**Task item**
Every line of the records below should be restated exactly.

**Data supplied**
# # # # # # #
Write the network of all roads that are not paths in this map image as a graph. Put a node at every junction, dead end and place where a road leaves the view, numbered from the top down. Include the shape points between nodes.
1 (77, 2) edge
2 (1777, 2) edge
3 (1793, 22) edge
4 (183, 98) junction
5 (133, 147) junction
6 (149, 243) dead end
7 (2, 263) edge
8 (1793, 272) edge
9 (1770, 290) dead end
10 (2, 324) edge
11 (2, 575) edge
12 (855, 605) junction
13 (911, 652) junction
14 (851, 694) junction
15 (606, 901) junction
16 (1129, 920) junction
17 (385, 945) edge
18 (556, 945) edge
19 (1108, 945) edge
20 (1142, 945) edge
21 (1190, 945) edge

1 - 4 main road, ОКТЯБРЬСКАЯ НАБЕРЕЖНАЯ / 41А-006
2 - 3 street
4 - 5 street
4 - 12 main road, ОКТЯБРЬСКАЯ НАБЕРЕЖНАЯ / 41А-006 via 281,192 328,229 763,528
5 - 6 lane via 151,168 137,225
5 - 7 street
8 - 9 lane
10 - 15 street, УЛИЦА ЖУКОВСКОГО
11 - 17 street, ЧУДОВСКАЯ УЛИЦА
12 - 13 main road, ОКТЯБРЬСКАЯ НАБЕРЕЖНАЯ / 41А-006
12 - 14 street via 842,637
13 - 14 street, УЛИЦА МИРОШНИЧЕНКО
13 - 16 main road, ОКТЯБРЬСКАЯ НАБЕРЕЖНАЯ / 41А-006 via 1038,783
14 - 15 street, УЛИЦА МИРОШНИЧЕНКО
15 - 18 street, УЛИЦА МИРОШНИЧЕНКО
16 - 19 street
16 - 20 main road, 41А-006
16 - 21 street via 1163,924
# # # # # # #
**Result**
Write the network of all roads that are not paths in this map image as a graph. Put a node at every junction, dead end and place where a road leaves the view, numbered from the top down. Include the shape points between nodes.
1 (77, 2) edge
2 (1777, 2) edge
3 (1793, 22) edge
4 (183, 98) junction
5 (133, 147) junction
6 (149, 243) dead end
7 (2, 263) edge
8 (1793, 272) edge
9 (1770, 290) dead end
10 (2, 324) edge
11 (2, 575) edge
12 (855, 605) junction
13 (911, 652) junction
14 (851, 694) junction
15 (606, 901) junction
16 (1129, 920) junction
17 (385, 945) edge
18 (556, 945) edge
19 (1108, 945) edge
20 (1142, 945) edge
21 (1190, 945) edge

1 - 4 main road, ОКТЯБРЬСКАЯ НАБЕРЕЖНАЯ / 41А-006
2 - 3 street
4 - 5 street
4 - 12 main road, ОКТЯБРЬСКАЯ НАБЕРЕЖНАЯ / 41А-006 via 281,192 328,229 763,528
5 - 6 lane via 151,168 137,225
5 - 7 street
8 - 9 lane
10 - 15 street, УЛИЦА ЖУКОВСКОГО
11 - 17 street, ЧУДОВСКАЯ УЛИЦА
12 - 13 main road, ОКТЯБРЬСКАЯ НАБЕРЕЖНАЯ / 41А-006
12 - 14 street via 842,637
13 - 14 street, УЛИЦА МИРОШНИЧЕНКО
13 - 16 main road, ОКТЯБРЬСКАЯ НАБЕРЕЖНАЯ / 41А-006 via 1038,783
14 - 15 street, УЛИЦА МИРОШНИЧЕНКО
15 - 18 street, УЛИЦА МИРОШНИЧЕНКО
16 - 19 street
16 - 20 main road, 41А-006
16 - 21 street via 1163,924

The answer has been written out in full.